| Goal of the exercise |
Write every entry out again exactly, please, and skip the pictures.

(Collected data entries)
+===+

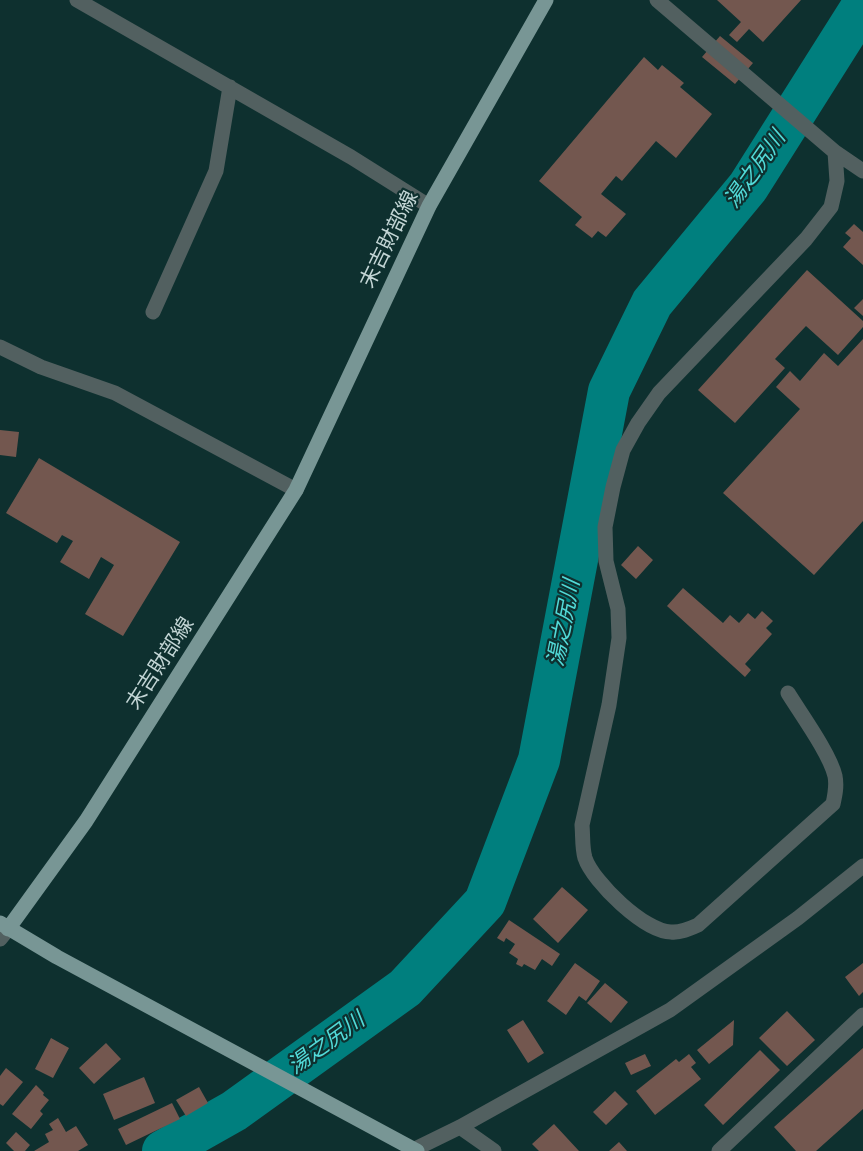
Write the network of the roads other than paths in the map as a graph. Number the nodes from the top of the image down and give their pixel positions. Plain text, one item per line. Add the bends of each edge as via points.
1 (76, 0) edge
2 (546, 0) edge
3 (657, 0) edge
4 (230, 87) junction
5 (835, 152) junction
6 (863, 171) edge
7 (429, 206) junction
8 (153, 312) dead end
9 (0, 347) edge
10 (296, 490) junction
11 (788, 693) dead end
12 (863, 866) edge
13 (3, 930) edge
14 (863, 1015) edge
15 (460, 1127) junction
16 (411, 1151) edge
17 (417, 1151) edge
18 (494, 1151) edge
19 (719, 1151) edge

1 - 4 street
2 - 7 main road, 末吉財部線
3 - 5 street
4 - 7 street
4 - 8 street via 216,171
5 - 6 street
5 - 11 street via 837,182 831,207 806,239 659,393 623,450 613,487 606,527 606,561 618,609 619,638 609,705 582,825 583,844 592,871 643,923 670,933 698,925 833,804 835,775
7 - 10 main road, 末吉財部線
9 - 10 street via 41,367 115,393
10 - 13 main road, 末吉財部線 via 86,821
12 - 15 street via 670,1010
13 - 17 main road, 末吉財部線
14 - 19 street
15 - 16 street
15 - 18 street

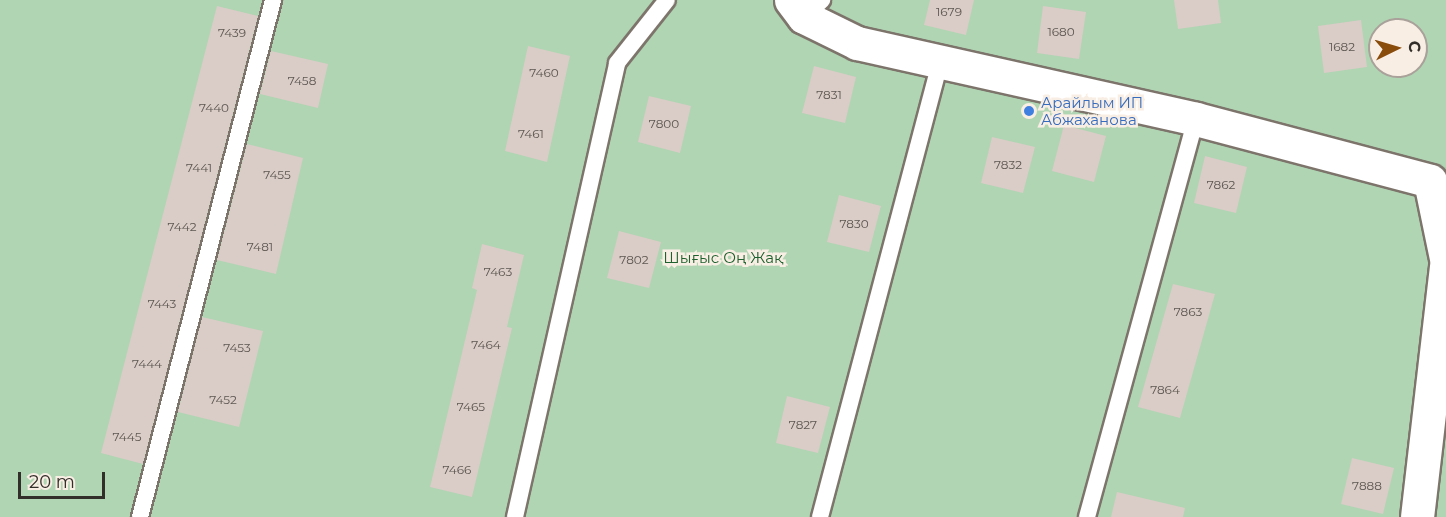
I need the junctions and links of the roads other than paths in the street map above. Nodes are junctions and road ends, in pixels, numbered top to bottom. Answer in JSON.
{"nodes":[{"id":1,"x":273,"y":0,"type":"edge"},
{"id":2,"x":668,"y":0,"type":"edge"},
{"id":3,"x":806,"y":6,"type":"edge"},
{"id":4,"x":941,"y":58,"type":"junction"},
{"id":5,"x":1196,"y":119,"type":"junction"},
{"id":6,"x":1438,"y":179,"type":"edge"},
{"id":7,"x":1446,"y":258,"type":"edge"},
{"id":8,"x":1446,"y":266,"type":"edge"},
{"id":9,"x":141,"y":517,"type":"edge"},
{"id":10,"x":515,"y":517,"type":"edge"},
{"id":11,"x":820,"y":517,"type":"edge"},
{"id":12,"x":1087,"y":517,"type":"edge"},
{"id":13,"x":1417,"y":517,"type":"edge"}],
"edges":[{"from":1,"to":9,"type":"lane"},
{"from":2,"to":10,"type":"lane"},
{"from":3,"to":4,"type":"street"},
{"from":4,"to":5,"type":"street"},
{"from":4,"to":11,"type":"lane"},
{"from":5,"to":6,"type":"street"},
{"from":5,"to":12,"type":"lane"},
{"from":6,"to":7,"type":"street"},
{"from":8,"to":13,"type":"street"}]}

+===+

| Solution for this task |
Write the network of the roads other than paths in the map as a graph. Number the nodes from the top of the image down and give their pixel positions. Plain text, one item per line. Add the bends of each edge as via points.
1 (76, 0) edge
2 (546, 0) edge
3 (657, 0) edge
4 (230, 87) junction
5 (835, 152) junction
6 (863, 171) edge
7 (429, 206) junction
8 (153, 312) dead end
9 (0, 347) edge
10 (296, 490) junction
11 (788, 693) dead end
12 (863, 866) edge
13 (3, 930) edge
14 (863, 1015) edge
15 (460, 1127) junction
16 (411, 1151) edge
17 (417, 1151) edge
18 (494, 1151) edge
19 (719, 1151) edge

1 - 4 street
2 - 7 main road, 末吉財部線
3 - 5 street
4 - 7 street
4 - 8 street via 216,171
5 - 6 street
5 - 11 street via 837,182 831,207 806,239 659,393 623,450 613,487 606,527 606,561 618,609 619,638 609,705 582,825 583,844 592,871 643,923 670,933 698,925 833,804 835,775
7 - 10 main road, 末吉財部線
9 - 10 street via 41,367 115,393
10 - 13 main road, 末吉財部線 via 86,821
12 - 15 street via 670,1010
13 - 17 main road, 末吉財部線
14 - 19 street
15 - 16 street
15 - 18 street

I need the junctions and links of the roads other than paths in the street map above. Nodes are junctions and road ends, in pixels, numbered top to bottom. Answer in JSON.
{"nodes":[{"id":1,"x":273,"y":0,"type":"edge"},
{"id":2,"x":668,"y":0,"type":"edge"},
{"id":3,"x":806,"y":6,"type":"edge"},
{"id":4,"x":941,"y":58,"type":"junction"},
{"id":5,"x":1196,"y":119,"type":"junction"},
{"id":6,"x":1438,"y":179,"type":"edge"},
{"id":7,"x":1446,"y":258,"type":"edge"},
{"id":8,"x":1446,"y":266,"type":"edge"},
{"id":9,"x":141,"y":517,"type":"edge"},
{"id":10,"x":515,"y":517,"type":"edge"},
{"id":11,"x":820,"y":517,"type":"edge"},
{"id":12,"x":1087,"y":517,"type":"edge"},
{"id":13,"x":1417,"y":517,"type":"edge"}],
"edges":[{"from":1,"to":9,"type":"lane"},
{"from":2,"to":10,"type":"lane"},
{"from":3,"to":4,"type":"street"},
{"from":4,"to":5,"type":"street"},
{"from":4,"to":11,"type":"lane"},
{"from":5,"to":6,"type":"street"},
{"from":5,"to":12,"type":"lane"},
{"from":6,"to":7,"type":"street"},
{"from":8,"to":13,"type":"street"}]}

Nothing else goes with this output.